» EXERCISE PROMPT:
Though the entries hold pictures, only their text should be duplicated, exactly and in full.
━━━ DATA TO EXAMINE
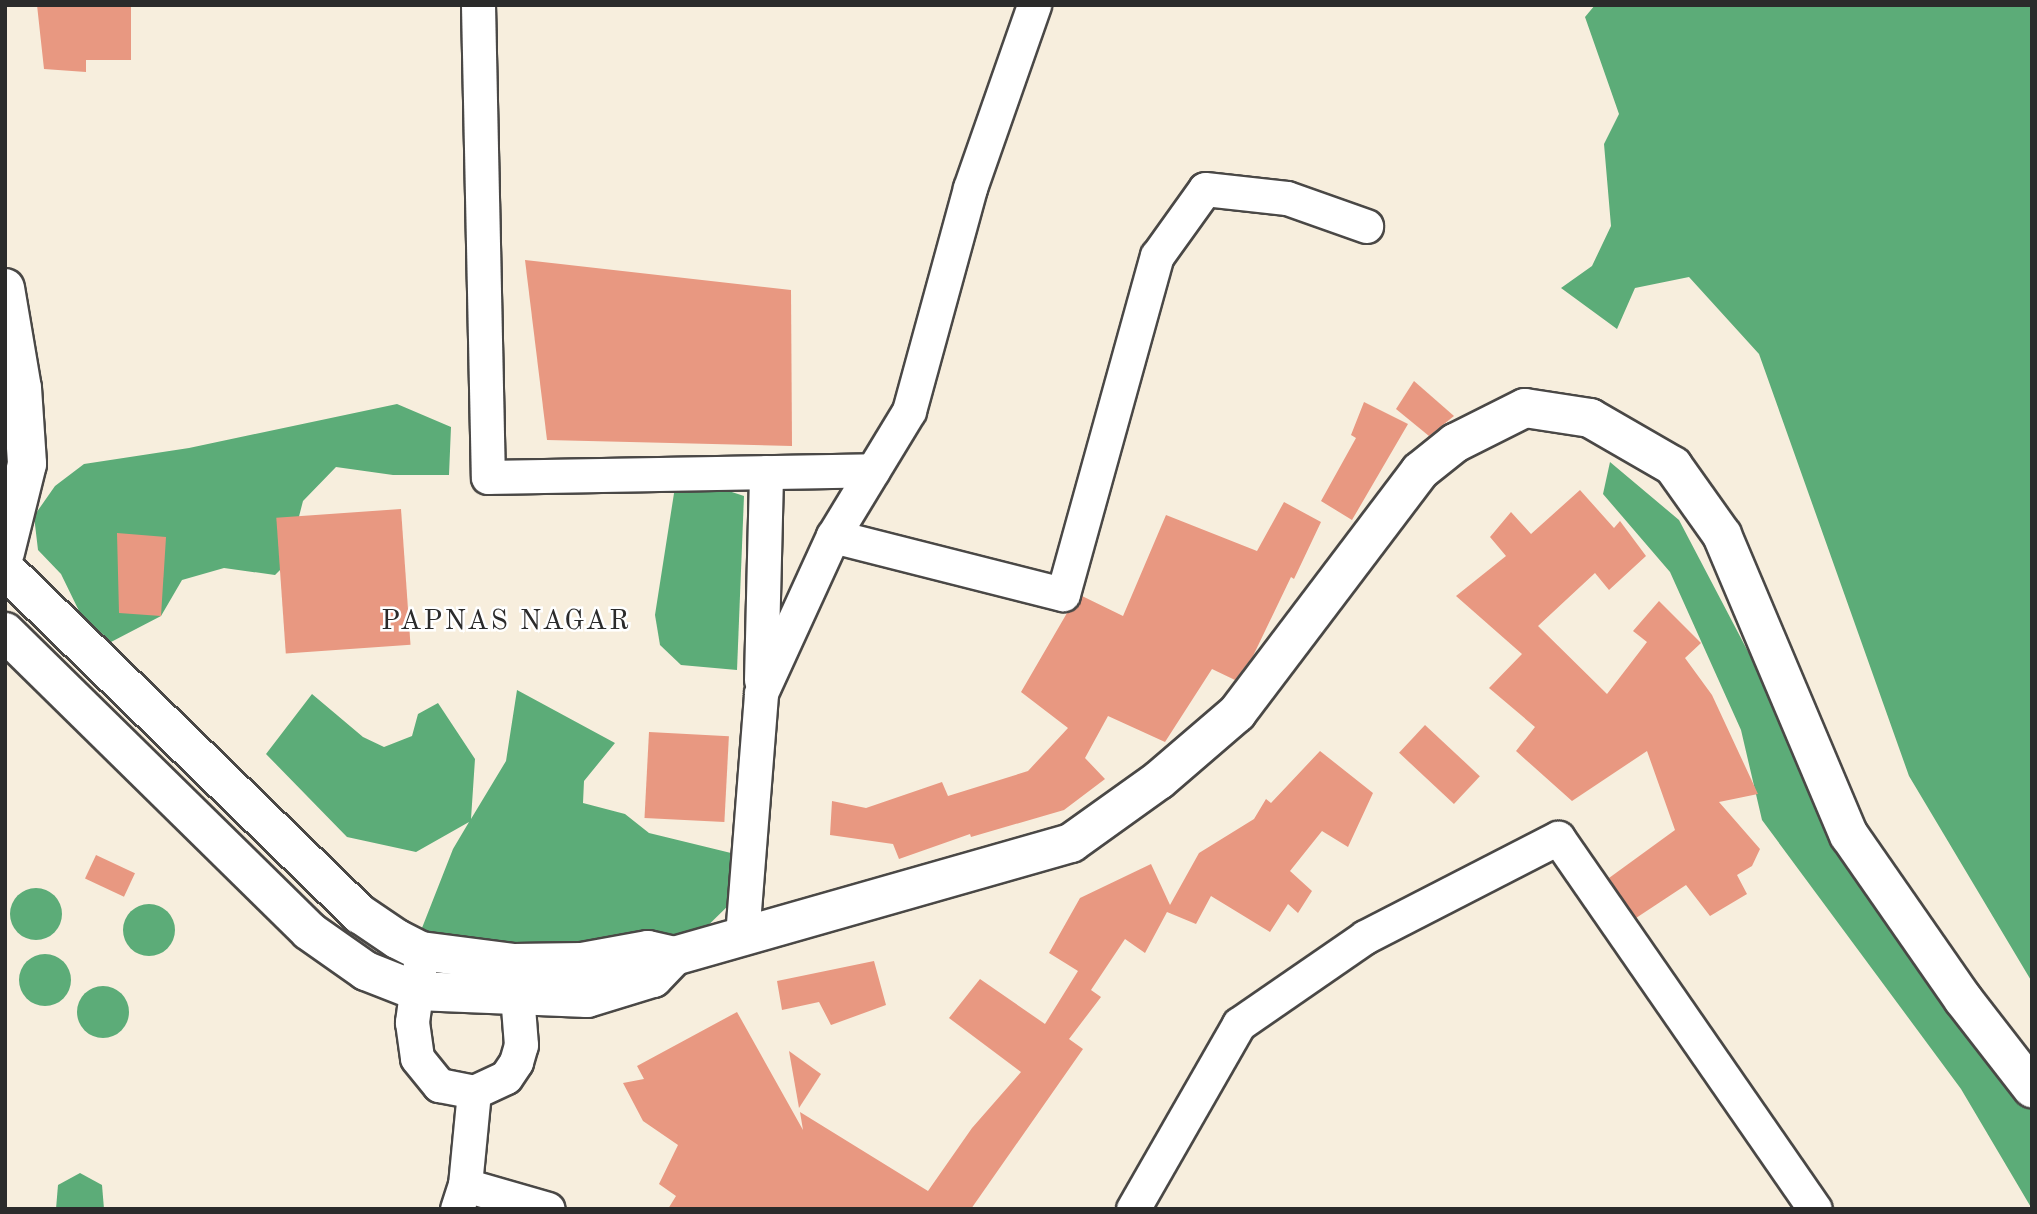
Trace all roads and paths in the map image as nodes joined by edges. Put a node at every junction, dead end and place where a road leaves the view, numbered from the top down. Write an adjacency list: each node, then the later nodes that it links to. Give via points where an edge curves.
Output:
1 (478, 5): 6 (street, via 488,477)
2 (1034, 5): 5 (street, via 970,188 909,411)
3 (1366, 226): 7 (street, via 1287,198 1205,189 1157,256 1063,594)
4 (5, 288): 8 (main road, via 22,388 27,464)
5 (873, 470): 6 (street); 7 (street)
6 (766, 472): 10 (street)
7 (833, 536): 10 (street)
8 (7, 567): 12 (main road, via 360,914)
9 (5, 632): 14 (main road, via 309,931 366,971)
10 (761, 693): 11 (street)
11 (742, 936): 13 (main road, via 674,956 653,978 587,998); 15 (main road, via 1070,843 1159,780 1237,713 1420,471 1455,443 1525,408 1590,418 1673,466 1722,535 1849,835 1963,999)
12 (421, 951): 13 (main road); 14 (street)
13 (516, 980): 14 (main road); 16 (street, via 521,1045 516,1062 506,1077)
14 (417, 991): 16 (street, via 412,1022 416,1058 439,1085)
15 (2032, 1088)
16 (474, 1092): 17 (street)
17 (461, 1197): 18 (street)
18 (548, 1209)
19 (1133, 1209): 20 (street, via 1239,1024 1365,936 1558,838)
20 (1815, 1209)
━━━━━━
» WRITTEN ANSWER:
Trace all roads and paths in the map image as nodes joined by edges. Put a node at every junction, dead end and place where a road leaves the view, numbered from the top down. Write an adjacency list: each node, then the later nodes that it links to. Give via points where an edge curves.
Output:
1 (478, 5): 6 (street, via 488,477)
2 (1034, 5): 5 (street, via 970,188 909,411)
3 (1366, 226): 7 (street, via 1287,198 1205,189 1157,256 1063,594)
4 (5, 288): 8 (main road, via 22,388 27,464)
5 (873, 470): 6 (street); 7 (street)
6 (766, 472): 10 (street)
7 (833, 536): 10 (street)
8 (7, 567): 12 (main road, via 360,914)
9 (5, 632): 14 (main road, via 309,931 366,971)
10 (761, 693): 11 (street)
11 (742, 936): 13 (main road, via 674,956 653,978 587,998); 15 (main road, via 1070,843 1159,780 1237,713 1420,471 1455,443 1525,408 1590,418 1673,466 1722,535 1849,835 1963,999)
12 (421, 951): 13 (main road); 14 (street)
13 (516, 980): 14 (main road); 16 (street, via 521,1045 516,1062 506,1077)
14 (417, 991): 16 (street, via 412,1022 416,1058 439,1085)
15 (2032, 1088)
16 (474, 1092): 17 (street)
17 (461, 1197): 18 (street)
18 (548, 1209)
19 (1133, 1209): 20 (street, via 1239,1024 1365,936 1558,838)
20 (1815, 1209)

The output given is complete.